On the National Day of the Holy See at Expo 2017, on 2 September, Pope Francis sent a message, in which he recalled “the growth of dialogue and cooperation between religions that has taken place in Kazakhstan, a land characterized by rich ethnic, cultural and spiritual traditions.”
Cardinal Peter K.A. Turkson, then Prefect of the Dicastery for Promoting Integral Human Development, participated in several Expo 2017 events, including an inter-religious conference at the Palace of Peace and Reconciliation.
The good existing relations between the Holy See and the Kazakhstan received a further boost in October 2020, when the now Dicastery for Interreligious Dialogue and the Kazakh Center for the Development of Interfaith and Inter-civil Dialogue 'Nursultan Nazarbayev "(NJSC) signed a Memorandum of Understanding with the aim of pathing the way to "new opportunities and more promising ways to implement common projects, to promote respect and knowledge among the representatives of the various religions."
The open religious policies of former President Nazarbayev's, though within the framework of stricter controls over religious activities introduced in 2011 to prevent religious radicalization, have also been pursued by his successor Kassym Zhomar Tokayev.
In this context, the Church in Kazakhstan has been able to continue carrying out its activities as established by the 1998 agreement.
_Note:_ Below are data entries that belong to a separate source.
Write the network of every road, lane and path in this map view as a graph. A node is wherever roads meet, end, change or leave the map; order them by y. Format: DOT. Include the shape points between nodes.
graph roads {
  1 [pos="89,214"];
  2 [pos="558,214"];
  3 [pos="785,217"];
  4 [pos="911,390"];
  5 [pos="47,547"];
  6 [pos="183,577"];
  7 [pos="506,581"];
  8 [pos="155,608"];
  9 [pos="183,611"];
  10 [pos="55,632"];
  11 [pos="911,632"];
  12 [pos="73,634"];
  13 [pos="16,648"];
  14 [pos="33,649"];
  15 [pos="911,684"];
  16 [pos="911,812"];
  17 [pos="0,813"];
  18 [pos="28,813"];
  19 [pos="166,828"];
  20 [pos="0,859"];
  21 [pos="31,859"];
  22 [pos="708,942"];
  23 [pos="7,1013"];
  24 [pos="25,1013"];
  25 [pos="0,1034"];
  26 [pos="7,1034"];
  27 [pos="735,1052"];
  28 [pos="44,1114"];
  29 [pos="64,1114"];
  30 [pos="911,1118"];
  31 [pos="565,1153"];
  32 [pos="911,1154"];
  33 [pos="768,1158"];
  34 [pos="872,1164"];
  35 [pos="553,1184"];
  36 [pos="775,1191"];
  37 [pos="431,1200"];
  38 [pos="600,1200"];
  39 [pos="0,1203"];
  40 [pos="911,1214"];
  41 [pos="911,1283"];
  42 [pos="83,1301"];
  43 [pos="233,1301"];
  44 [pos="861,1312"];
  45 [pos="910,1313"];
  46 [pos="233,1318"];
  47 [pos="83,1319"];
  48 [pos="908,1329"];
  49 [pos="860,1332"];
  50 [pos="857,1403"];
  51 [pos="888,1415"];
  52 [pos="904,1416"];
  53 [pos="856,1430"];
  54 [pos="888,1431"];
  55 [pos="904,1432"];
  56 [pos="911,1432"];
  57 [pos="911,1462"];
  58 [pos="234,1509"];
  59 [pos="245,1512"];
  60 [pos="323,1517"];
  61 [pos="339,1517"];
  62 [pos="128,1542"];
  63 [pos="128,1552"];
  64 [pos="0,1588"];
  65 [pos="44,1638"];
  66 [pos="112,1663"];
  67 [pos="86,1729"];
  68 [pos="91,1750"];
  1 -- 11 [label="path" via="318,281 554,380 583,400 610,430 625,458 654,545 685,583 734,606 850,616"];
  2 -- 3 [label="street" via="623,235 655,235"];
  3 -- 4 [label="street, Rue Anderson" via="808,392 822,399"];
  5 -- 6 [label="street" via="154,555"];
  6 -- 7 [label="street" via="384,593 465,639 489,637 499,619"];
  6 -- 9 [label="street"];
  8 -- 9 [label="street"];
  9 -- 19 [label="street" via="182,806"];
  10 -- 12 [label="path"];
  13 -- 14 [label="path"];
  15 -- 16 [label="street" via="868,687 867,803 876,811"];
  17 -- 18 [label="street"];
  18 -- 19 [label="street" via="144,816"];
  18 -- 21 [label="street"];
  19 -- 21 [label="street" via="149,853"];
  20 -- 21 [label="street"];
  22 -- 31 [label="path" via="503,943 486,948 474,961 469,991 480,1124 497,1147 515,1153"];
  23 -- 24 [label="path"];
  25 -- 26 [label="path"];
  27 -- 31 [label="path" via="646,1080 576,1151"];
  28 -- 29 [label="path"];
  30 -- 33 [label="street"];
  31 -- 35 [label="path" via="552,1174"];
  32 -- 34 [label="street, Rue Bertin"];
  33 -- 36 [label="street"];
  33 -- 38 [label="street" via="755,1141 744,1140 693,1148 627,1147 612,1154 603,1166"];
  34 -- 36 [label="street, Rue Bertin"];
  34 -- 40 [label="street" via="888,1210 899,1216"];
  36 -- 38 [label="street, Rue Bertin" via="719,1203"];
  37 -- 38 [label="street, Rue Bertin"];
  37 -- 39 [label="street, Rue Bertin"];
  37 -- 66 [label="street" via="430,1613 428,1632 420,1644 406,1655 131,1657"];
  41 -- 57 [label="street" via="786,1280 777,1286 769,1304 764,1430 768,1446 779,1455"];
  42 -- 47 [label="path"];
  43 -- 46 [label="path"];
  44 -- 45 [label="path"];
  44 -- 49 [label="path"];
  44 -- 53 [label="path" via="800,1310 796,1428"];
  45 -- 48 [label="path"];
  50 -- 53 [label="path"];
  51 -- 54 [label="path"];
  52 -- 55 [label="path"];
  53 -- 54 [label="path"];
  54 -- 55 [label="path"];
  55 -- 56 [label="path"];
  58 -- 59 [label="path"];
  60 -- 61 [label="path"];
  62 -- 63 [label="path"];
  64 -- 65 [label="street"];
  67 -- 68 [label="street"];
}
This includes its charitable work conducted by Caritas Kazakhstan, which since 1997 has been on the frontline in assisting the poor and the most vulnerable.
Today, the Catholic charity’s initiatives include various social services throughout the country; the management of some orphanages, and assistance to AIDS patients.
A small minority
The Catholic Church accounts for about 1% of Kazakhstan's 19 million inhabitants, 70% of whom are Muslims, while 26% are Christians, mostly Russian Orthodox.
Under the Soviet regime, the Catholic population in Kazakhstan was made up of different ethnic groups, especially former deportees, but since independence many of them returned to their respective countries of origin and emigration continues today, due to the economic situation.
The Catholic faithful in the country are distributed in 4 dioceses: the Archdiocese of Mary Most Holy in Astana (now Nur-Sultan), the Diocese of the Holy Trinity in Almaty, the Diocese of Karaganda and the Apostolic Administration of Atyrau, for a total of 70 parishes, and are assisted by some 90 priests.
Bishops' Conference of Central Asia
In Septembe 2021, the Church marked a new important milestone, not only from an organizational point of view, with the establishment of the Bishops' Conference of Central Asia (CEVAC), which brings together the Churches of Kazakhstan, Kyrgyzstan, Tajikistan, Turkmenistan, Uzbekistan, Mongolia and Afghanistan.
The new transnational episcopal conference met for the first time on 26-30 April 2022, and appointed as its first president Bishop José Luis Mumbiela Sierra of Almaty.
Bishop Jerzy Maculewicz, Apostolic Administrator of Uzbekistan, and Bishop Evgeny Zinkovsky, Auxiliary Bishop of the Diocese of Karaganda, were appointed vice president and secretary, respectively.